Today, memory and CPU are no longer the constraining factors as they are far less expensive. As such, the primary design goals for Exchange 2013 became failure isolation, improved hardware utilization, and simplicity to scale.

Let us start by having a quick look at how things have evolved since Exchange 2000.

Exchange 2000/2003

In Exchange 2000 and 2003, server tasks are distributed among frontend and backend servers, with frontend servers accepting client requests and proxying them for processing by the appropriate backend server. This includes proxying RPC-over-HTTP (known as Outlook Anywhere), HTTP/S (Outlook Web App (OWA)), POP, and IMAP clients. However, internal Outlook clients do not use the frontend servers as they connect directly to the backend servers using MAPI-over-RPC.

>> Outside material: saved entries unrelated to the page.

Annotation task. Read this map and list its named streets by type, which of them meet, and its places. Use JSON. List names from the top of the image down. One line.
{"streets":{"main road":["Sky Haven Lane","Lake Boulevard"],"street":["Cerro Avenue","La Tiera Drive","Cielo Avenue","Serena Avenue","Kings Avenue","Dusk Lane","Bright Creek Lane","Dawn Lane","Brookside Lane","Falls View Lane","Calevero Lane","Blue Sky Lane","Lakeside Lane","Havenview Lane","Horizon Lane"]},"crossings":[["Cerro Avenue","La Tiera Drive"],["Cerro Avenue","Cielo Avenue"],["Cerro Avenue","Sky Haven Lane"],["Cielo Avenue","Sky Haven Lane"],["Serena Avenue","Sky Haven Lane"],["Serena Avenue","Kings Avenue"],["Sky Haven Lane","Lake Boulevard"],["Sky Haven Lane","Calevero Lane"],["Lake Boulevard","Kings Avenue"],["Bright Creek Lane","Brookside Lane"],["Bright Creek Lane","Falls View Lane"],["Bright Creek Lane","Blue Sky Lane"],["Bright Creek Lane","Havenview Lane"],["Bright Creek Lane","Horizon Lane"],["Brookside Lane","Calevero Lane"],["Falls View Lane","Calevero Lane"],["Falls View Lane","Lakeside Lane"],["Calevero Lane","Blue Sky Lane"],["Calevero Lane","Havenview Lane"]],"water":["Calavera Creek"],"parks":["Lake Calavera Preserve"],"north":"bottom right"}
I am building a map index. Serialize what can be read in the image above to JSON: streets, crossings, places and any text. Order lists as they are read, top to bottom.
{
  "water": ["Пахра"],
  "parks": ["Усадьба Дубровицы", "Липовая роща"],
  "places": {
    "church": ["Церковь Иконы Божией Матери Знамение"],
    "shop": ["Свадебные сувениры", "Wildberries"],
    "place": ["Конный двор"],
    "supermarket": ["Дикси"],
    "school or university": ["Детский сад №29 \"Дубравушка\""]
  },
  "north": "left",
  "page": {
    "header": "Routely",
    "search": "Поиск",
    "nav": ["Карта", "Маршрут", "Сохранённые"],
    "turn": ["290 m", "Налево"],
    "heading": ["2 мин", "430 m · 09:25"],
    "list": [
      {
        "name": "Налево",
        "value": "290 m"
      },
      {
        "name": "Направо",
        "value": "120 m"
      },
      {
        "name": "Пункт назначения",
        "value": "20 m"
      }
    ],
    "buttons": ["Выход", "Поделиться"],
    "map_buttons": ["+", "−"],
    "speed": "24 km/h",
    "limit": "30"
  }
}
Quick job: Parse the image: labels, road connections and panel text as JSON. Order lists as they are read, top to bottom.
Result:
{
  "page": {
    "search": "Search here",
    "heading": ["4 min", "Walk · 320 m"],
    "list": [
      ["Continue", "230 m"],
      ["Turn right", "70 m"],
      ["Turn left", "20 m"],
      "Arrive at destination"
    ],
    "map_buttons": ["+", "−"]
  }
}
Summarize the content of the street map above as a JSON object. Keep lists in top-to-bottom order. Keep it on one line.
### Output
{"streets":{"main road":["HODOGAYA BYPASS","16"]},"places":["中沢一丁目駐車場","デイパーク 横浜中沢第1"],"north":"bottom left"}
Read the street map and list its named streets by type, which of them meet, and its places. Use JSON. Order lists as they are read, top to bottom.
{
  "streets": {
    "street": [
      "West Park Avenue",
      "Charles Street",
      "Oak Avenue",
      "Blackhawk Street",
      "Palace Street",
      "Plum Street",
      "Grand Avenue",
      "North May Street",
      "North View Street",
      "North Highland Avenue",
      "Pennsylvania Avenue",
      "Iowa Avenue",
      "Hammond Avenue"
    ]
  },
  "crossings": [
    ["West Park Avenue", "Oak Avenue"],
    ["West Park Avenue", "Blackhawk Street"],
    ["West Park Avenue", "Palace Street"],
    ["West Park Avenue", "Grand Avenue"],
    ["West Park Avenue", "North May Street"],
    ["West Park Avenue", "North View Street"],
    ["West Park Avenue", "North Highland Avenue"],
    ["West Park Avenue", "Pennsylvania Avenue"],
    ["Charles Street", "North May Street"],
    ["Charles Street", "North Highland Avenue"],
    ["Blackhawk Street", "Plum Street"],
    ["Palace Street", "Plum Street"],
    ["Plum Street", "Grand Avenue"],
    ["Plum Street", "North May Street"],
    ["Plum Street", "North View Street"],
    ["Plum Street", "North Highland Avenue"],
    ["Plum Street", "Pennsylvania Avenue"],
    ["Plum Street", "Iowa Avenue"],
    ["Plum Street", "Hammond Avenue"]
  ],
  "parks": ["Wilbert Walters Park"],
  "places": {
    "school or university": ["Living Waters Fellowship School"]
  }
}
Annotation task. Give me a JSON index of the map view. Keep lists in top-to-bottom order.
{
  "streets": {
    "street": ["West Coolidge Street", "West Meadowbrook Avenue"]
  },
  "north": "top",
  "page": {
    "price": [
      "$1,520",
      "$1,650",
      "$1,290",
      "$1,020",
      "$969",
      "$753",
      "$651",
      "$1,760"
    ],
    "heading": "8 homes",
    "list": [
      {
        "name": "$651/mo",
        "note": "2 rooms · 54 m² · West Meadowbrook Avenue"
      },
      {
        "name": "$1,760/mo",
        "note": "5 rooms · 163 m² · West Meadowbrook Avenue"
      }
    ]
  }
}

An advantage of this architecture over Exchange 5.5 is that it allows the use of a single namespace such as mail.domain.com. This way, users do not need to know the name of the server hosting their mailbox. Another advantage is the offloading of SSL encryption/decryption to the frontend servers, freeing up the backend servers from this processor-intensive task.

While the frontend server is a specially configured Exchange server, there is no special configuration option to designate a server as a backend server.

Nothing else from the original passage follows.